After a Couple Of Months
My friend and social worker kept at her new Celiac diet and after a couple of months lost weight, had brighter eyes and more energy. The first couple of months of her Celiac diet were the hardest, but after she felt so good, it was easy to keep at it. She helped supervise cooking classes for homeless and low income people (like me). We asked her what she was eating, and she brought in recipes from her Celiac diet. We concluded that she didn’t need any pity – she ate better than we did!
She could still eat rice, lean meats, beans, fruits, vegetables, flavored oils, nuts and popcorn. She turned more to salads than pasties or sandwiches; had her fish broiled with spices and lemon juice rather than in a heavy battered coating; had sweet and spicy curries and snacked on yogurt coated raisins and nuts. She even discovered some fruits and vegetables that she had turned her nose up as a kid now tasted exotic and delicious.

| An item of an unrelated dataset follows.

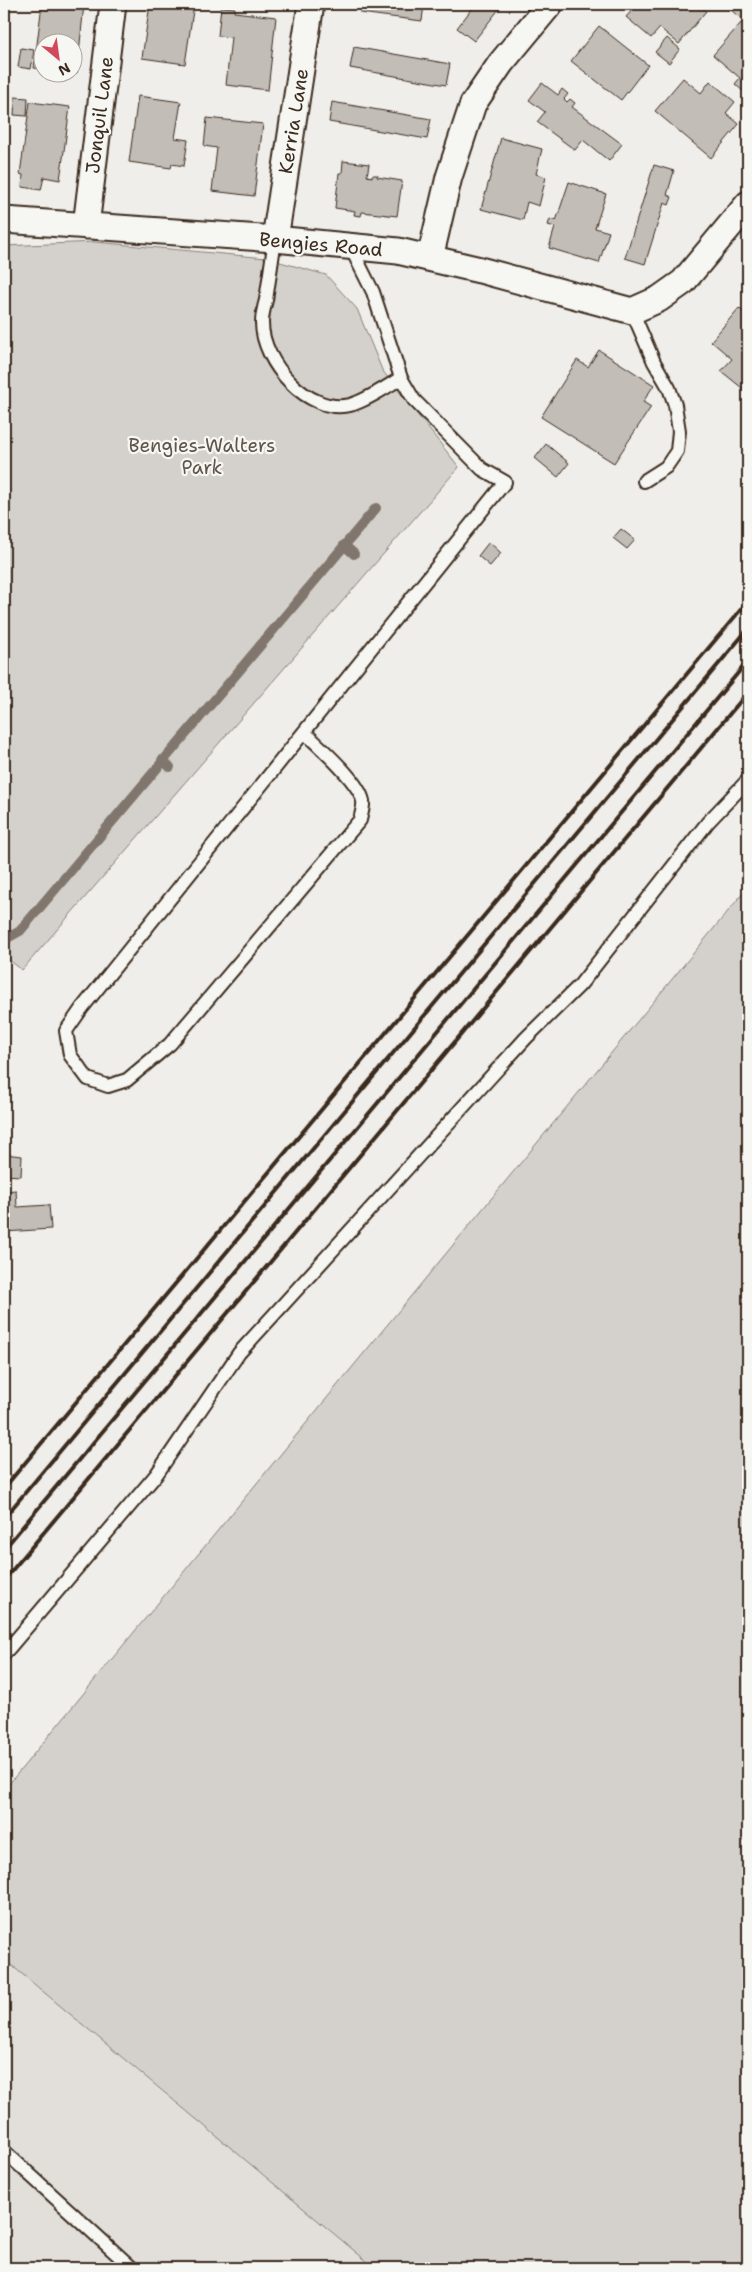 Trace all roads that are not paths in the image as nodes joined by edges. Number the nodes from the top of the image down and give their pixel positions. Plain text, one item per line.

There’s Whole World Of Food Out There
A Celiac diet is not the end of the world. We all really should be paying closer attention to what we shovel into our mouths. There’s nothing inherently wrong with bleached wheat flour, but it should not make up a dominant percentage of your diet. This is the same with saturated fats, protein or sugary foods. We need a wide variety of food in order to be healthy. Our bodies were made to eat seasonal food and to forage for whatever food wandered our way. By eating a varied diet, such as a gluten-free Celiac diet, we mimic more of what our bodies have evolved to eat.
Besides, life gets dull if you eat the same thing over and over again. The taste buds dull and you actually need MORE sugar and salt in order to taste anything. By going on a more varied diet, even a Celiac diet, your taste buds wake up to the textures and flavor mixes that are all out there ready to be tried.